**PROVIDED DATA**.

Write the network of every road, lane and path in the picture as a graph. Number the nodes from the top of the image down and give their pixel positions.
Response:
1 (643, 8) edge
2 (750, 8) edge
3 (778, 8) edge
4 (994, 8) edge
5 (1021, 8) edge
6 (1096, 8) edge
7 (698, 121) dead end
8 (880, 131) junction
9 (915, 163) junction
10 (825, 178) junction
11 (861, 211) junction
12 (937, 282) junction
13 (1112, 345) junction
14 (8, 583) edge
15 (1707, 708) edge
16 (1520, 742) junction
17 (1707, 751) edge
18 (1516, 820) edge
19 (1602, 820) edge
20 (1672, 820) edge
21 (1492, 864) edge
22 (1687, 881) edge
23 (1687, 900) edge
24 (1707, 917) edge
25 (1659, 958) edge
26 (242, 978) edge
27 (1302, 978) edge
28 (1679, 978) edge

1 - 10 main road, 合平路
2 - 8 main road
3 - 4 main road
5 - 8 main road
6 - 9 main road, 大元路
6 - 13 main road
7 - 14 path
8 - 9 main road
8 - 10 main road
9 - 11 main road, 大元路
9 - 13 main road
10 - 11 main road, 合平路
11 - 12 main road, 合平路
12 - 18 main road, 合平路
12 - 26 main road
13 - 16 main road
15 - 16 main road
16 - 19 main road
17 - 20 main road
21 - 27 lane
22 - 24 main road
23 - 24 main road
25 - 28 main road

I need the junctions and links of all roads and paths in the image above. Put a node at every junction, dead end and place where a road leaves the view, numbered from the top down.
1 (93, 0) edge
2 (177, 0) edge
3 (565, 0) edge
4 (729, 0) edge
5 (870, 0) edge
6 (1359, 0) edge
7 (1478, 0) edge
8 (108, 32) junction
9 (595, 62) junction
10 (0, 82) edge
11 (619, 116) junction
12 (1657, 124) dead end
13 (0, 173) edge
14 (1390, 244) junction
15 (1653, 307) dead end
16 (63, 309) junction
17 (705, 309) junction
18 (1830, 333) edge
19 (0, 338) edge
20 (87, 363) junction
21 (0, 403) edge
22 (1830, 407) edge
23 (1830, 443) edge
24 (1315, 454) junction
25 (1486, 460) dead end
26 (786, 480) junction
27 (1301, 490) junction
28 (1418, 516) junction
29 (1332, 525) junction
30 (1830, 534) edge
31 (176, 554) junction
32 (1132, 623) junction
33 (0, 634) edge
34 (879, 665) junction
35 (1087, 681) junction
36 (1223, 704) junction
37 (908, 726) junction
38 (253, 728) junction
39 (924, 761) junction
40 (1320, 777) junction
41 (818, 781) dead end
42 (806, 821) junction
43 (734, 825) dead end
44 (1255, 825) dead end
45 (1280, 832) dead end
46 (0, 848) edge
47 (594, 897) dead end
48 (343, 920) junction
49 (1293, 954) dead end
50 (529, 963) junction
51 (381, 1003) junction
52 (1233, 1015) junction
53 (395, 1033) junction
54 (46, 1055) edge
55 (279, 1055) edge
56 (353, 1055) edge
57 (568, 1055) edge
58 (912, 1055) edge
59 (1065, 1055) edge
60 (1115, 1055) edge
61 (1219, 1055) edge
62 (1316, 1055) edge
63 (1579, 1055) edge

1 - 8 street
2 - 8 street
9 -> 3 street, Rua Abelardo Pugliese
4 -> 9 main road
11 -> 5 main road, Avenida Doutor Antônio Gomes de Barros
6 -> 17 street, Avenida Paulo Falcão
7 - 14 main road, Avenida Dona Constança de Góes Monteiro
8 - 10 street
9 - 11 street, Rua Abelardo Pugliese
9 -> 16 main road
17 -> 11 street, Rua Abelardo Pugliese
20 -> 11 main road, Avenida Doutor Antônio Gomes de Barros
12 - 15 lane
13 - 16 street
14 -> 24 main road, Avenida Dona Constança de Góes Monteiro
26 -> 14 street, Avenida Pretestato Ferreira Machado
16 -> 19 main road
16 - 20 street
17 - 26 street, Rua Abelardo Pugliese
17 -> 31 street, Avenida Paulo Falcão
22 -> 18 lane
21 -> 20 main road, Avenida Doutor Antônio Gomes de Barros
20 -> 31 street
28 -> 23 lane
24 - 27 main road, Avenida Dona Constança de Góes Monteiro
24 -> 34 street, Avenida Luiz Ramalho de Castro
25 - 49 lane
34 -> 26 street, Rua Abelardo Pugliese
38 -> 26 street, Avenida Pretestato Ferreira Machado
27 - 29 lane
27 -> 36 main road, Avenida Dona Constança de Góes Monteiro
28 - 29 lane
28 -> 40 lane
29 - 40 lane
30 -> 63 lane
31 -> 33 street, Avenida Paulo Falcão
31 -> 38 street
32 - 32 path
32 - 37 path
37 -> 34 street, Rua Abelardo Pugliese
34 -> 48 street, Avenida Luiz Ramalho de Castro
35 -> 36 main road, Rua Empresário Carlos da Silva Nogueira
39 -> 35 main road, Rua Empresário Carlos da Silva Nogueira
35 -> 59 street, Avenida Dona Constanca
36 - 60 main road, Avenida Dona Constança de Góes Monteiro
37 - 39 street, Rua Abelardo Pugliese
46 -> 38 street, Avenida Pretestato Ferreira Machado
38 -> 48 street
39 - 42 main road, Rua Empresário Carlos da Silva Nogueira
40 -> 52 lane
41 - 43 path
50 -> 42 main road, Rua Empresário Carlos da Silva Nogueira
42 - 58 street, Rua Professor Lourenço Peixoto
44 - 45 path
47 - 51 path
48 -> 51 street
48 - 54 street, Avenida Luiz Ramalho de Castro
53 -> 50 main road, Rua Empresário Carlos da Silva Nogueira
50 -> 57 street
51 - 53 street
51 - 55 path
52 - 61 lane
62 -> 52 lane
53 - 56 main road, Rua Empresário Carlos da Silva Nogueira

**WHAT YOU SHOULD DO**. Transcribe each entry word for word.

**RESPONSE TO THE EXERCISE**.
Write the network of every road, lane and path in the picture as a graph. Number the nodes from the top of the image down and give their pixel positions.
Response:
1 (643, 8) edge
2 (750, 8) edge
3 (778, 8) edge
4 (994, 8) edge
5 (1021, 8) edge
6 (1096, 8) edge
7 (698, 121) dead end
8 (880, 131) junction
9 (915, 163) junction
10 (825, 178) junction
11 (861, 211) junction
12 (937, 282) junction
13 (1112, 345) junction
14 (8, 583) edge
15 (1707, 708) edge
16 (1520, 742) junction
17 (1707, 751) edge
18 (1516, 820) edge
19 (1602, 820) edge
20 (1672, 820) edge
21 (1492, 864) edge
22 (1687, 881) edge
23 (1687, 900) edge
24 (1707, 917) edge
25 (1659, 958) edge
26 (242, 978) edge
27 (1302, 978) edge
28 (1679, 978) edge

1 - 10 main road, 合平路
2 - 8 main road
3 - 4 main road
5 - 8 main road
6 - 9 main road, 大元路
6 - 13 main road
7 - 14 path
8 - 9 main road
8 - 10 main road
9 - 11 main road, 大元路
9 - 13 main road
10 - 11 main road, 合平路
11 - 12 main road, 合平路
12 - 18 main road, 合平路
12 - 26 main road
13 - 16 main road
15 - 16 main road
16 - 19 main road
17 - 20 main road
21 - 27 lane
22 - 24 main road
23 - 24 main road
25 - 28 main road

I need the junctions and links of all roads and paths in the image above. Put a node at every junction, dead end and place where a road leaves the view, numbered from the top down.
1 (93, 0) edge
2 (177, 0) edge
3 (565, 0) edge
4 (729, 0) edge
5 (870, 0) edge
6 (1359, 0) edge
7 (1478, 0) edge
8 (108, 32) junction
9 (595, 62) junction
10 (0, 82) edge
11 (619, 116) junction
12 (1657, 124) dead end
13 (0, 173) edge
14 (1390, 244) junction
15 (1653, 307) dead end
16 (63, 309) junction
17 (705, 309) junction
18 (1830, 333) edge
19 (0, 338) edge
20 (87, 363) junction
21 (0, 403) edge
22 (1830, 407) edge
23 (1830, 443) edge
24 (1315, 454) junction
25 (1486, 460) dead end
26 (786, 480) junction
27 (1301, 490) junction
28 (1418, 516) junction
29 (1332, 525) junction
30 (1830, 534) edge
31 (176, 554) junction
32 (1132, 623) junction
33 (0, 634) edge
34 (879, 665) junction
35 (1087, 681) junction
36 (1223, 704) junction
37 (908, 726) junction
38 (253, 728) junction
39 (924, 761) junction
40 (1320, 777) junction
41 (818, 781) dead end
42 (806, 821) junction
43 (734, 825) dead end
44 (1255, 825) dead end
45 (1280, 832) dead end
46 (0, 848) edge
47 (594, 897) dead end
48 (343, 920) junction
49 (1293, 954) dead end
50 (529, 963) junction
51 (381, 1003) junction
52 (1233, 1015) junction
53 (395, 1033) junction
54 (46, 1055) edge
55 (279, 1055) edge
56 (353, 1055) edge
57 (568, 1055) edge
58 (912, 1055) edge
59 (1065, 1055) edge
60 (1115, 1055) edge
61 (1219, 1055) edge
62 (1316, 1055) edge
63 (1579, 1055) edge

1 - 8 street
2 - 8 street
9 -> 3 street, Rua Abelardo Pugliese
4 -> 9 main road
11 -> 5 main road, Avenida Doutor Antônio Gomes de Barros
6 -> 17 street, Avenida Paulo Falcão
7 - 14 main road, Avenida Dona Constança de Góes Monteiro
8 - 10 street
9 - 11 street, Rua Abelardo Pugliese
9 -> 16 main road
17 -> 11 street, Rua Abelardo Pugliese
20 -> 11 main road, Avenida Doutor Antônio Gomes de Barros
12 - 15 lane
13 - 16 street
14 -> 24 main road, Avenida Dona Constança de Góes Monteiro
26 -> 14 street, Avenida Pretestato Ferreira Machado
16 -> 19 main road
16 - 20 street
17 - 26 street, Rua Abelardo Pugliese
17 -> 31 street, Avenida Paulo Falcão
22 -> 18 lane
21 -> 20 main road, Avenida Doutor Antônio Gomes de Barros
20 -> 31 street
28 -> 23 lane
24 - 27 main road, Avenida Dona Constança de Góes Monteiro
24 -> 34 street, Avenida Luiz Ramalho de Castro
25 - 49 lane
34 -> 26 street, Rua Abelardo Pugliese
38 -> 26 street, Avenida Pretestato Ferreira Machado
27 - 29 lane
27 -> 36 main road, Avenida Dona Constança de Góes Monteiro
28 - 29 lane
28 -> 40 lane
29 - 40 lane
30 -> 63 lane
31 -> 33 street, Avenida Paulo Falcão
31 -> 38 street
32 - 32 path
32 - 37 path
37 -> 34 street, Rua Abelardo Pugliese
34 -> 48 street, Avenida Luiz Ramalho de Castro
35 -> 36 main road, Rua Empresário Carlos da Silva Nogueira
39 -> 35 main road, Rua Empresário Carlos da Silva Nogueira
35 -> 59 street, Avenida Dona Constanca
36 - 60 main road, Avenida Dona Constança de Góes Monteiro
37 - 39 street, Rua Abelardo Pugliese
46 -> 38 street, Avenida Pretestato Ferreira Machado
38 -> 48 street
39 - 42 main road, Rua Empresário Carlos da Silva Nogueira
40 -> 52 lane
41 - 43 path
50 -> 42 main road, Rua Empresário Carlos da Silva Nogueira
42 - 58 street, Rua Professor Lourenço Peixoto
44 - 45 path
47 - 51 path
48 -> 51 street
48 - 54 street, Avenida Luiz Ramalho de Castro
53 -> 50 main road, Rua Empresário Carlos da Silva Nogueira
50 -> 57 street
51 - 53 street
51 - 55 path
52 - 61 lane
62 -> 52 lane
53 - 56 main road, Rua Empresário Carlos da Silva Nogueira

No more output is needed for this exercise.